The agony of defeat at home continues to dog Indy Eleven.
The team won its fall season opener on July 12 in an away game against the Carolina RailHawks, but Saturday the team fell at home as the hotly contested but ultimately uneven match concluded 2-1 — with the Rowdies delivering their kill shot in the 89th minute. Uneven because, while Indy had more attacks (64 to Tampa's 53) and even tallied 53 percent of the possession, Tampa had 35 dangerous attacks to Indy's 23. Coupled with some unfortunate defensive lapses and unconsummated opportunities in front of the Rowdies' goal, the match ended in disappointment for the hometown crowd.
The Rowdies' offense came out strong against Indy in the first half, with wave upon wave of attack, but Indy's Brazilian star Kléberson put the first point of the evening on the board 38 minutes into match, assisted by Blake Smith.
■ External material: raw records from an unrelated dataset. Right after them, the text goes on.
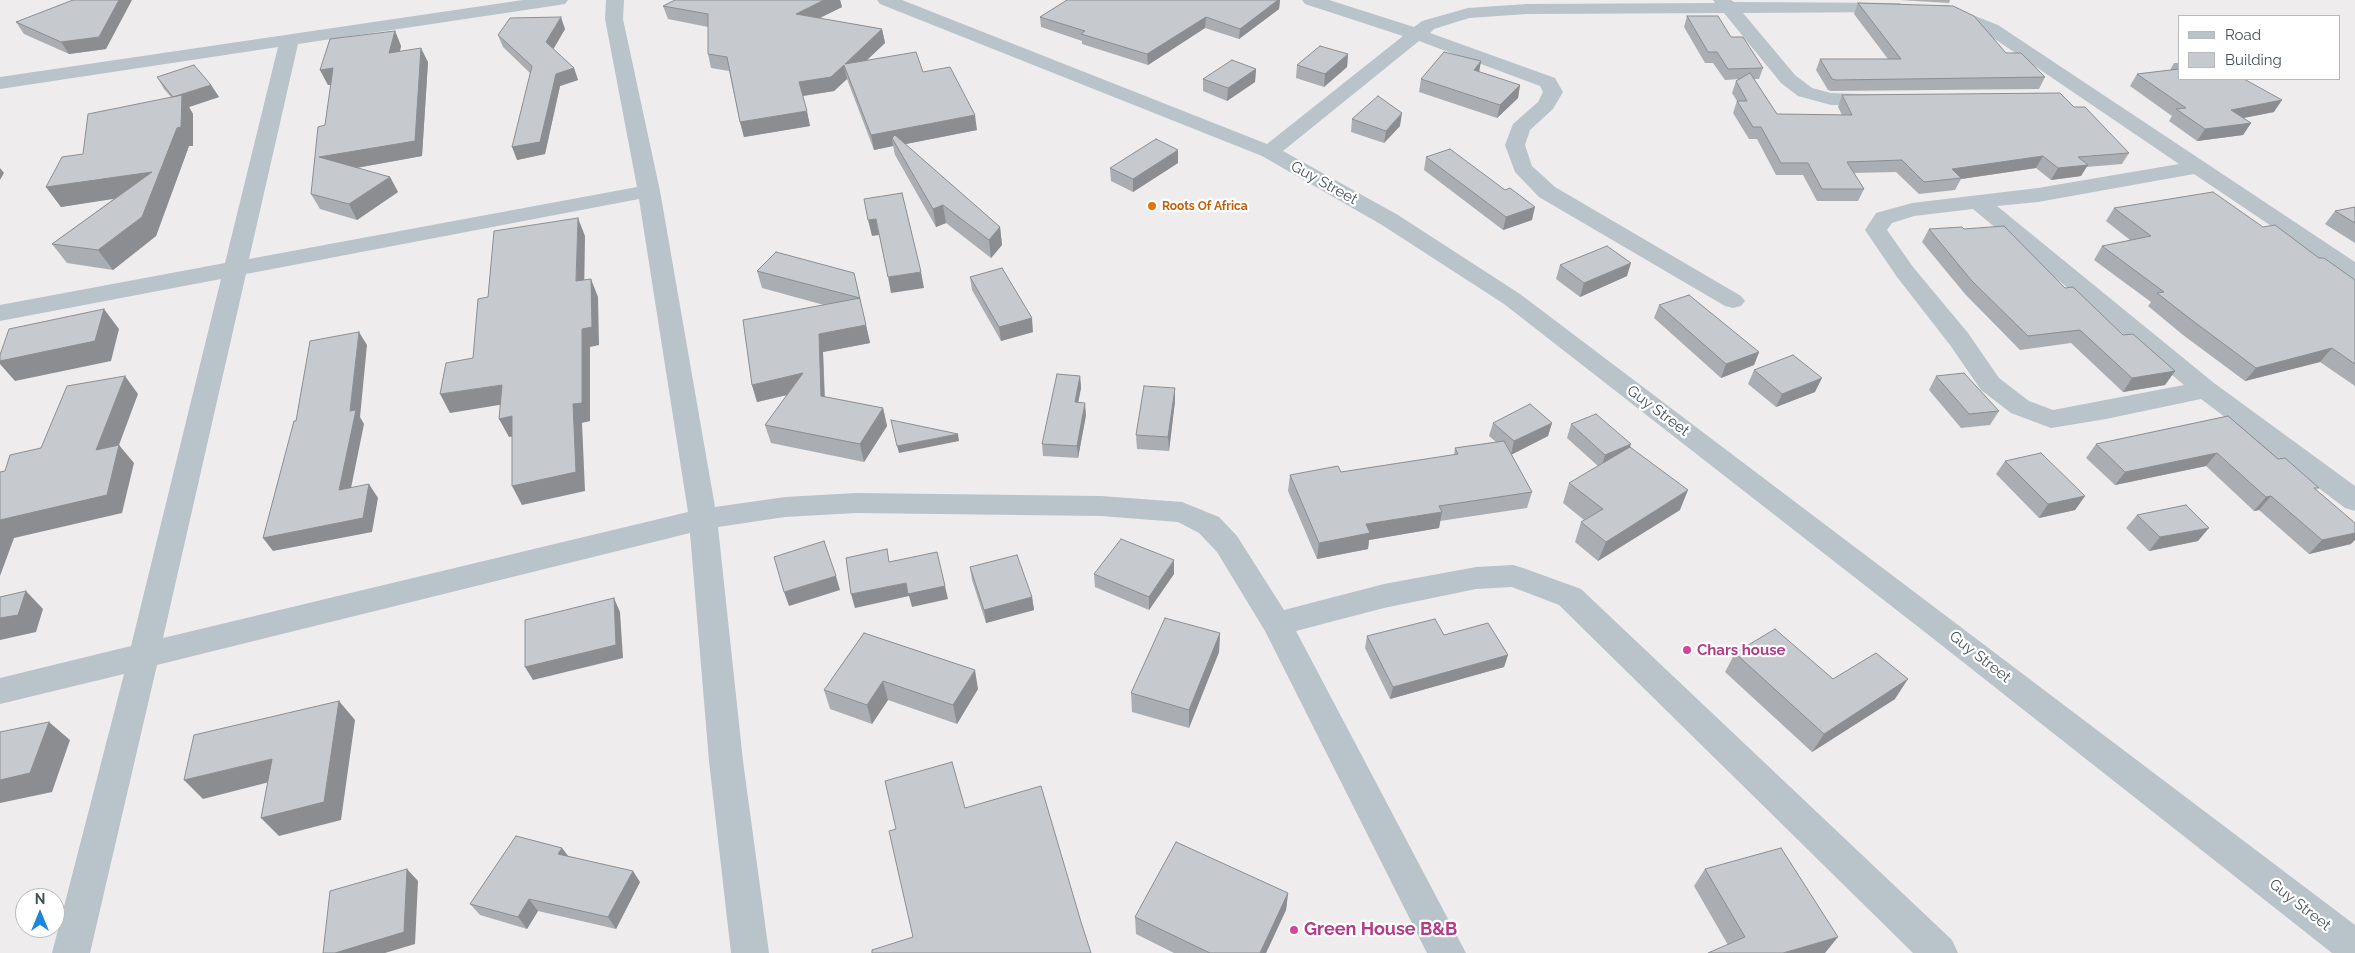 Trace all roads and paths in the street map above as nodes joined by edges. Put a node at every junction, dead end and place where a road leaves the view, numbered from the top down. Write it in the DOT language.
graph roads {
  1 [pos="559,0"];
  2 [pos="615,0"];
  3 [pos="886,0"];
  4 [pos="1311,0"];
  5 [pos="1726,4"];
  6 [pos="1416,34"];
  7 [pos="289,41"];
  8 [pos="0,83"];
  9 [pos="2062,96"];
  10 [pos="2091,96"];
  11 [pos="1896,98"];
  12 [pos="1269,152"];
  13 [pos="2197,167"];
  14 [pos="649,191"];
  15 [pos="1978,202"];
  16 [pos="234,270"];
  17 [pos="2355,272"];
  18 [pos="1733,301"];
  19 [pos="0,313"];
  20 [pos="2205,389"];
  21 [pos="2355,501"];
  22 [pos="702,519"];
  23 [pos="1277,624"];
  24 [pos="144,655"];
  25 [pos="0,691"];
  26 [pos="2355,948"];
  27 [pos="72,953"];
  28 [pos="750,953"];
  29 [pos="1447,953"];
  30 [pos="1939,953"];
  1 -- 7 [label="street"];
  2 -- 14 [label="street"];
  3 -- 12 [label="street, Guy Street"];
  4 -- 6 [label="street"];
  5 -- 6 [label="street"];
  5 -- 10 [label="street"];
  5 -- 11 [label="street"];
  6 -- 12 [label="street"];
  6 -- 18 [label="street"];
  7 -- 8 [label="street"];
  7 -- 16 [label="street"];
  9 -- 10 [label="street"];
  10 -- 13 [label="street"];
  12 -- 26 [label="street, Guy Street"];
  13 -- 15 [label="street"];
  13 -- 17 [label="street"];
  14 -- 16 [label="street"];
  14 -- 22 [label="street"];
  15 -- 20 [label="street"];
  15 -- 20 [label="street"];
  16 -- 19 [label="street"];
  16 -- 24 [label="street"];
  20 -- 21 [label="street"];
  22 -- 23 [label="street"];
  22 -- 24 [label="street"];
  22 -- 28 [label="street"];
  23 -- 29 [label="street"];
  23 -- 30 [label="street"];
  24 -- 25 [label="street"];
  24 -- 27 [label="street"];
}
The Rowdies, however, scored their equalizer within five minutes, leaving the score tied at the half.
Both teams came out fighting in the second half, but Georgi Hristov capitalized on a pass crossed from teammate Brian Shriver less than two minutes before the end of regulation time, sucking the life out of the stadium.
A sell-out crowd of 10,555 — the second-highest attendance following the team's inaugural spring season opener on April 12 — packed the stands.
On a brighter note, the fans were able to show their appreciation for DaMarcus Beasley, an Indiana native who anchored the left side of the U.S. Men's National Team in the 2014 World Cup in Brazil.
Beasley, who joined the pre-game festivities at the Eleven game, also spent time during his trip home to visit with his family and campers attending the Beasley National Soccer School in Fort Wayne.
Following the game, Indy defender Jaime Frias offered a straightforward assessment of what he is seeing on the field.
"We always lose on our own mistakes," Frias said. "We had chances to win that we didn't score."
The final 10 minutes the defense should have been clearing long balls in instead of trying to play the ball out with shorter passes of the back, Frias observed, noting that the team as a whole must be more concentrated during the last 10 minutes.
"it's little things we have to figure out," he said.
NUVO also asked defender Eric Norales for his analysis. He observed that in the first 30 minutes of the game, Tampa Bay owned the attack, coming at Indy again and again. But, he said, Indy stayed focused and proved they could absorb the pressure. To take their game to the next level, Norales said the players must have "more faith in ourselves having the ball; everybody needs to have better personality in having the ball and not being afraid to get it."